Protect legal adviser, Emma Darlow Stearn, discusses the potential negative impact on whistleblowers of the Bill of Rights Bill. 

The Bill of Rights Bill (“the bill”), brought in to replace the Human Rights Act 1998 (“the HRA”), has been widely criticised by lawyers, academics and civil society organisations across the political spectrum as at best, counterintuitive and, at worst, a fundamentally bad idea.  

As prominent human rights barrister, Adam Wagner, pithily puts it: 

This government may be the first in the history of liberal democracies which enacts a bill of rights which has the effect of reducing rather than increasing rights protections.

Legal academic Mark Elliott, meanwhile, remarks that ‘if the HRA “brought rights home”, the new Bill of Rights Bill involves sending rights back to Europe’.2 In his view, the bill (contrary to what is claimed) will likely lead to more cases having to be heard in the European Court of Human Rights, not fewer. 

Threatening free speech  

Of the bill’s many contradictions (and there are many – see Elliott’s article for a comprehensive analysis), the most concerning for Protect is that while claiming to bolster free speech protection, the bill may have the effect of undermining whistleblowing protection. It thereby threatens one of the most valuable types of speech, speech that is, by definition, in the public interest. 

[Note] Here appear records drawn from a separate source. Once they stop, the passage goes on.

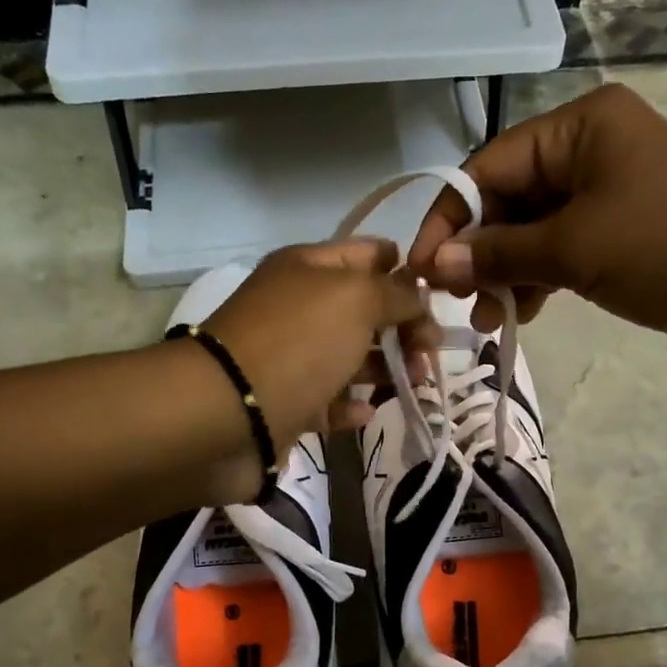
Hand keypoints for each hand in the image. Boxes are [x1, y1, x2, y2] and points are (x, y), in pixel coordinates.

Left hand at [202, 238, 434, 450]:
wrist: (230, 412)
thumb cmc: (298, 342)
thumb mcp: (355, 299)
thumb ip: (396, 293)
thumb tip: (417, 294)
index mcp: (309, 268)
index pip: (368, 254)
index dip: (405, 271)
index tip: (437, 300)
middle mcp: (299, 307)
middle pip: (364, 310)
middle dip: (403, 327)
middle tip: (430, 352)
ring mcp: (291, 357)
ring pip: (350, 357)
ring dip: (386, 368)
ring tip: (415, 382)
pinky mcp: (287, 404)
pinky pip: (328, 401)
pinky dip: (351, 406)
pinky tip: (368, 411)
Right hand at [407, 83, 666, 367]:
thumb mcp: (573, 247)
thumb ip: (498, 253)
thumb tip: (433, 264)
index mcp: (580, 128)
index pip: (489, 167)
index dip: (449, 219)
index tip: (420, 269)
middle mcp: (590, 152)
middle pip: (508, 200)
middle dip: (479, 252)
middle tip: (454, 302)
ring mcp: (608, 196)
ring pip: (532, 232)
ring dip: (504, 275)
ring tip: (487, 320)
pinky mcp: (621, 238)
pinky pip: (560, 254)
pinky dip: (537, 282)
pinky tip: (521, 314)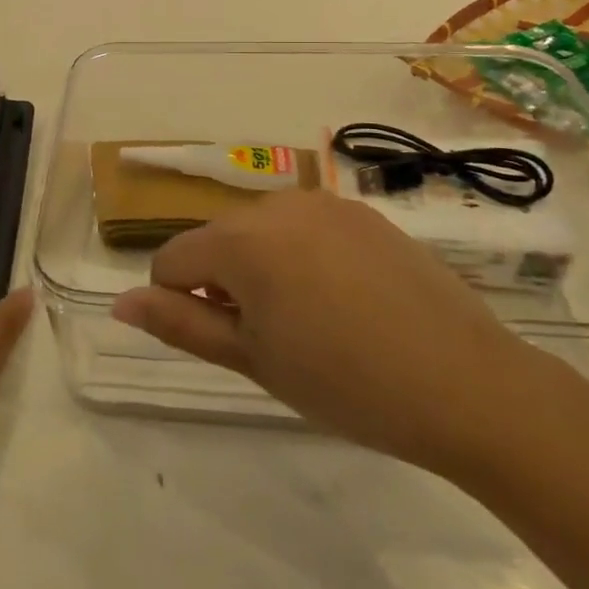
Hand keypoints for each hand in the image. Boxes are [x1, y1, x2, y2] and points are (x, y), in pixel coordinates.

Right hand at [112, 189, 551, 477]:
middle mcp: (275, 204)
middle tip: (272, 340)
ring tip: (312, 321)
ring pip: (261, 233)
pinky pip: (307, 229)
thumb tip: (120, 303)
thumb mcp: (252, 360)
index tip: (222, 341)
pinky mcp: (364, 213)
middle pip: (218, 241)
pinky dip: (305, 257)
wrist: (468, 385)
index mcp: (240, 239)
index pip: (172, 260)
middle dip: (225, 283)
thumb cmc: (345, 383)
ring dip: (264, 268)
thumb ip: (178, 324)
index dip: (180, 303)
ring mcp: (325, 203)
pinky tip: (347, 302)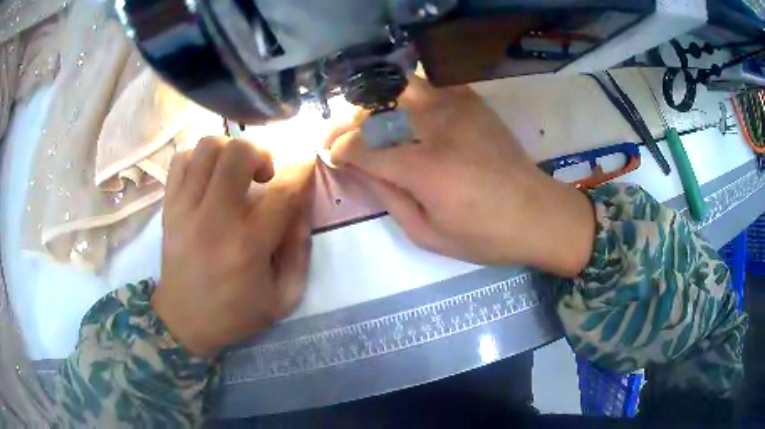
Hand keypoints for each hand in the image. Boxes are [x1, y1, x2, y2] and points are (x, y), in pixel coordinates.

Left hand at [153, 137, 313, 356]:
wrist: (184, 320)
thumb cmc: (236, 313)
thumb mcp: (283, 297)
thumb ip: (300, 250)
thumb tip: (303, 204)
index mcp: (249, 246)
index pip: (282, 191)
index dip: (301, 169)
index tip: (306, 163)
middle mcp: (215, 219)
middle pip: (239, 153)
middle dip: (261, 152)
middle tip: (263, 174)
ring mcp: (186, 209)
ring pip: (208, 147)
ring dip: (230, 150)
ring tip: (234, 172)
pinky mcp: (169, 206)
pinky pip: (181, 159)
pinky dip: (199, 158)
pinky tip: (208, 176)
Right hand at [330, 78, 594, 275]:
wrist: (537, 213)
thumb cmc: (484, 235)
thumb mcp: (428, 234)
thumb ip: (387, 199)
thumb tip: (358, 171)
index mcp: (422, 168)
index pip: (360, 145)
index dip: (338, 149)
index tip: (332, 155)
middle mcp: (435, 128)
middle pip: (374, 109)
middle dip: (349, 123)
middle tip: (345, 138)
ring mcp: (456, 107)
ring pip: (399, 86)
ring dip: (377, 101)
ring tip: (374, 121)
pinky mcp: (473, 102)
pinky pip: (431, 85)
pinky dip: (410, 93)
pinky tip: (408, 111)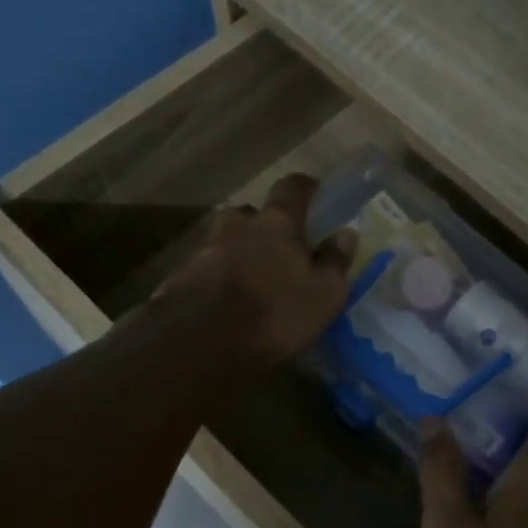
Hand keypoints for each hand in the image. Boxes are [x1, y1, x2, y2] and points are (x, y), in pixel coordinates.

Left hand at [156, 174, 354, 365]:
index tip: (312, 189)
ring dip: (237, 250)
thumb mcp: (323, 295)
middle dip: (262, 223)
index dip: (303, 187)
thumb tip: (346, 234)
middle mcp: (238, 226)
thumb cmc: (275, 313)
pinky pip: (205, 268)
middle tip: (275, 242)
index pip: (291, 189)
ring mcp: (205, 249)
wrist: (201, 340)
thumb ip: (335, 262)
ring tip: (249, 274)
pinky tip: (224, 298)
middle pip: (249, 213)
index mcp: (277, 224)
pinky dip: (217, 276)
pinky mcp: (181, 277)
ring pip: (225, 240)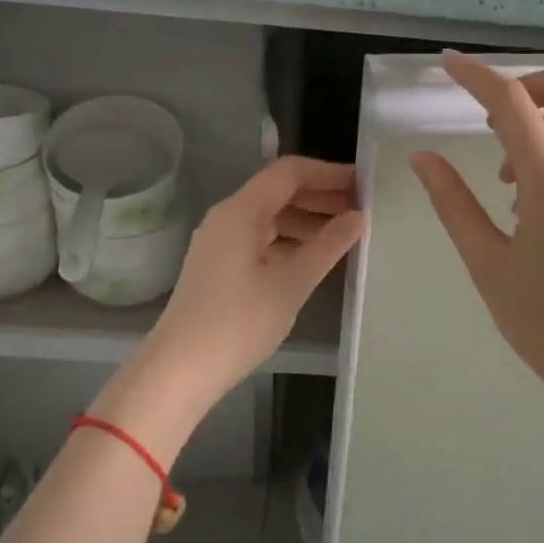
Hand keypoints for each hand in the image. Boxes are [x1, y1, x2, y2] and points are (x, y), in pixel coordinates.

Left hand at [141, 156, 363, 409]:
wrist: (180, 370)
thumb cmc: (239, 322)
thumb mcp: (292, 283)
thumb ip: (328, 246)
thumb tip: (358, 217)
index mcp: (241, 211)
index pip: (289, 172)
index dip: (328, 173)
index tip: (363, 184)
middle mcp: (227, 217)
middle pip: (279, 191)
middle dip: (321, 196)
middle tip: (361, 209)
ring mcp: (221, 241)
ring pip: (271, 216)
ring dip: (308, 219)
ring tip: (345, 234)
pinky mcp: (220, 264)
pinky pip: (261, 237)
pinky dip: (290, 239)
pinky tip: (314, 257)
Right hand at [410, 52, 543, 413]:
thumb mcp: (487, 264)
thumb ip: (453, 204)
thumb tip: (423, 158)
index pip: (512, 104)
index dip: (477, 75)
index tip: (448, 65)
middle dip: (526, 86)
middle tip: (491, 121)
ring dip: (540, 126)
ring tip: (506, 182)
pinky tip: (534, 207)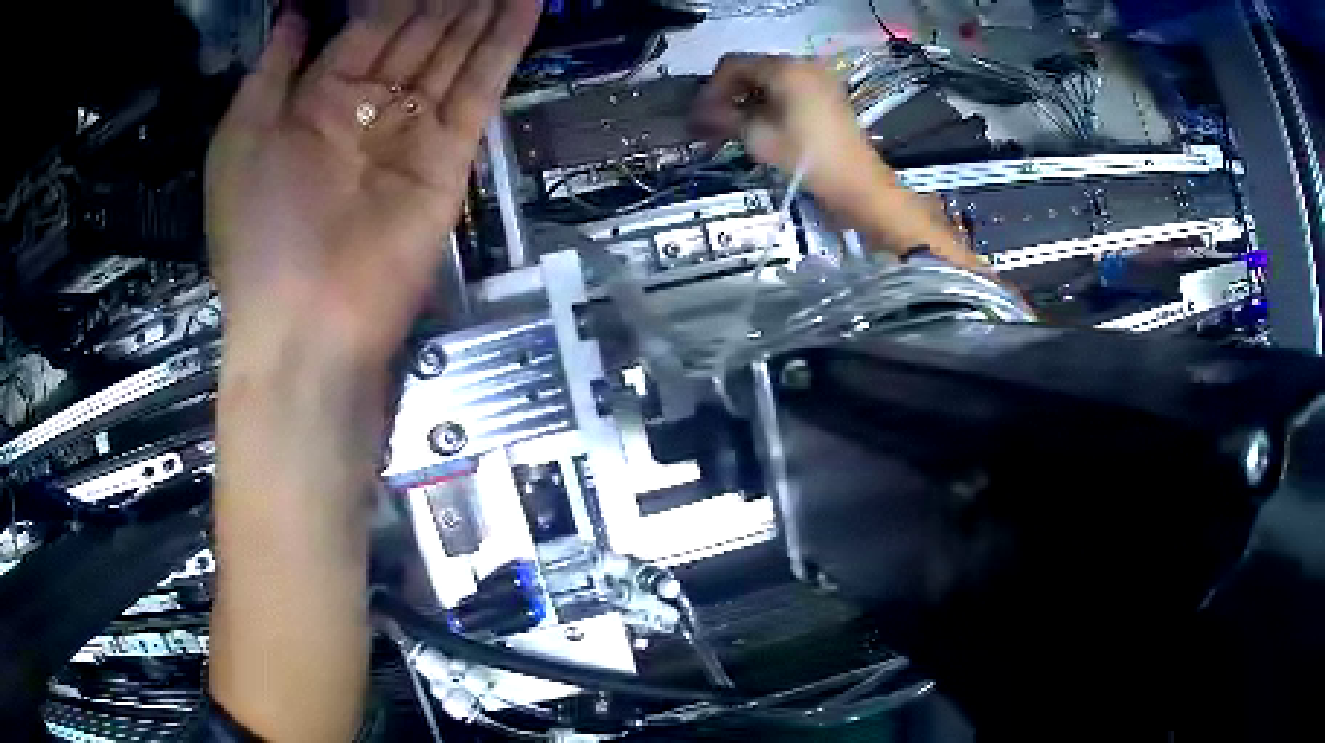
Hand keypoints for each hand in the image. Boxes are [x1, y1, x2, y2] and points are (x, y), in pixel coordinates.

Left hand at [207, 0, 541, 366]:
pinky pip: (481, 87)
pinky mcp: (451, 156)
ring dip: (483, 8)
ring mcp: (414, 130)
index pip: (367, 25)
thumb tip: (295, 12)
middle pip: (418, 31)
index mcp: (317, 100)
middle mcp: (369, 108)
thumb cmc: (259, 230)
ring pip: (455, 50)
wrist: (307, 322)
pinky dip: (505, 45)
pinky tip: (528, 3)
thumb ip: (272, 69)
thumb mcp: (242, 137)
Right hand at [694, 53, 983, 270]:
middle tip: (713, 125)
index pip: (732, 65)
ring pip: (769, 81)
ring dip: (747, 101)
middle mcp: (802, 64)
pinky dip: (770, 104)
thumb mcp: (758, 138)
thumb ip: (724, 117)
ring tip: (734, 130)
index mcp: (784, 68)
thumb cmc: (807, 158)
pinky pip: (789, 90)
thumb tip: (698, 114)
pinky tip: (760, 128)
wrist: (859, 186)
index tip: (701, 116)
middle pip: (751, 70)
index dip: (711, 89)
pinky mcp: (828, 95)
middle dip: (729, 95)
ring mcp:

The bill has the potential to have a chilling effect on whistleblowing by making it harder for certain groups to qualify for legal protection when raising public interest concerns. The bill removes the interpretive obligation of section 3 of the HRA and does not replace it with an equivalent provision. This means that cases relying on human rights arguments, like Gilham v Ministry of Justice [2019] UKSC 44 (“Gilham”), in which Protect intervened and in which whistleblowing protection was extended to include judicial office holders, may not be successful going forward.  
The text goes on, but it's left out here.